▶ **Listed entries**:
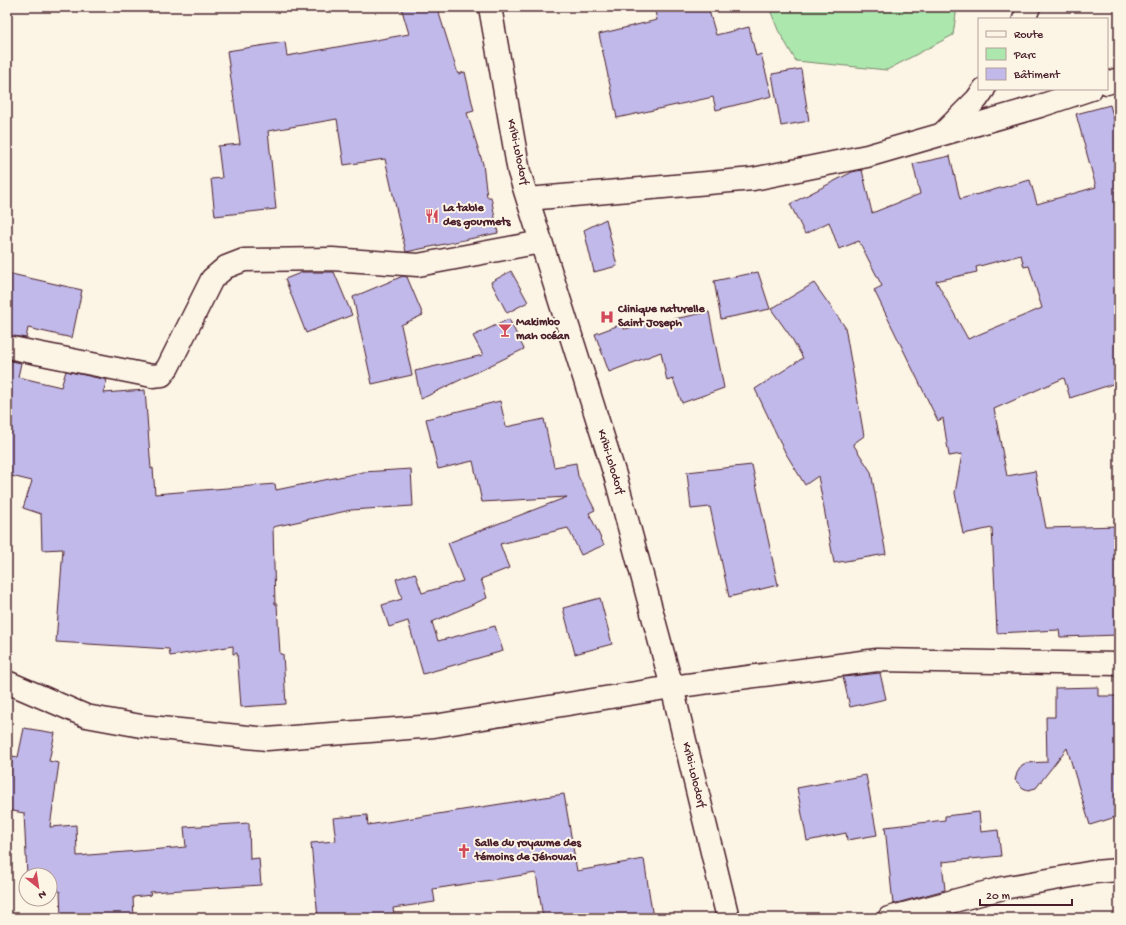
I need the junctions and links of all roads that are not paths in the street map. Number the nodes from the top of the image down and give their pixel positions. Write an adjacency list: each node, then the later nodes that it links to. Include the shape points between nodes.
1 (490, 7): 9 (street, Kribi-Lolodorf, via 519,172)
2 (1029, 7): 3 (street)
3 (1024, 18)
4 (1119, 79): 5 (street)
5 (1108, 83)
6 (983, 90): 8 (street)
7 (1088, 90): 8 (street)
8 (942, 134): 9 (street, via 867,156 754,179)
9 (528, 199): 10 (street, Kribi-Lolodorf)
10 (541, 242): 11 (street, via 418,265 332,259 244,260 226,268 212,279 168,367 162,375 157,376); 14 (street, Kribi-Lolodorf, via 615,475)
11 (7, 347)
12 (1119, 664): 14 (street, via 877,660)
13 (7, 682): 14 (street, via 86,716 141,726 267,739 434,726)
14 (672, 687): 16 (street, Kribi-Lolodorf)
15 (1119, 870): 17 (street, via 1003,888)
16 (728, 918)
17 (889, 918)

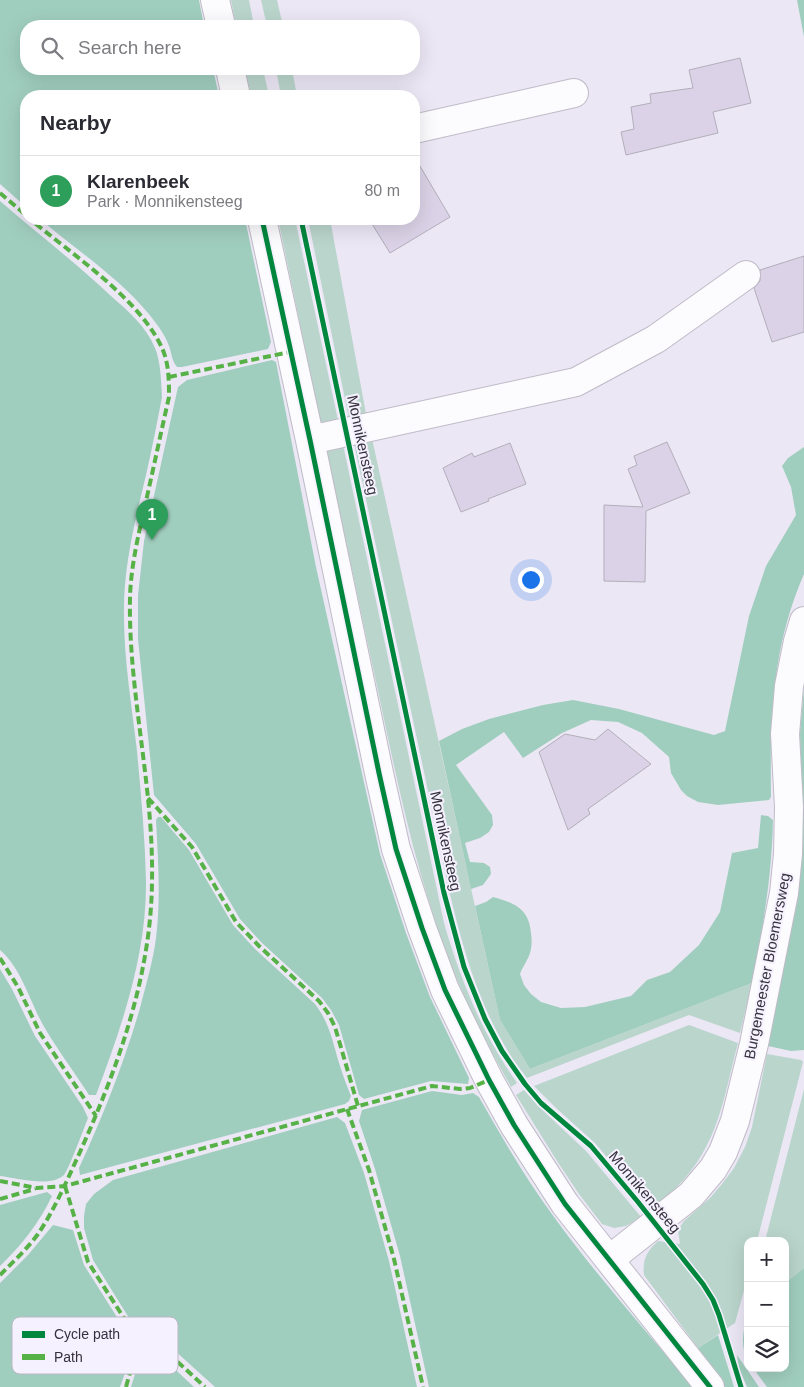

▶ **Problem to work on**: Write out each line of the data exactly; the images should be left out.

▶ **Task response**:
I need the junctions and links of all roads that are not paths in the street map. Number the nodes from the top of the image down and give their pixel positions. Write an adjacency list: each node, then the later nodes that it links to. Include the shape points between nodes.
1 (490, 7): 9 (street, Kribi-Lolodorf, via 519,172)
2 (1029, 7): 3 (street)
3 (1024, 18)
4 (1119, 79): 5 (street)
5 (1108, 83)
6 (983, 90): 8 (street)
7 (1088, 90): 8 (street)
8 (942, 134): 9 (street, via 867,156 754,179)
9 (528, 199): 10 (street, Kribi-Lolodorf)
10 (541, 242): 11 (street, via 418,265 332,259 244,260 226,268 212,279 168,367 162,375 157,376); 14 (street, Kribi-Lolodorf, via 615,475)
11 (7, 347)
12 (1119, 664): 14 (street, via 877,660)
13 (7, 682): 14 (street, via 86,716 141,726 267,739 434,726)
14 (672, 687): 16 (street, Kribi-Lolodorf)
15 (1119, 870): 17 (street, via 1003,888)
16 (728, 918)
17 (889, 918)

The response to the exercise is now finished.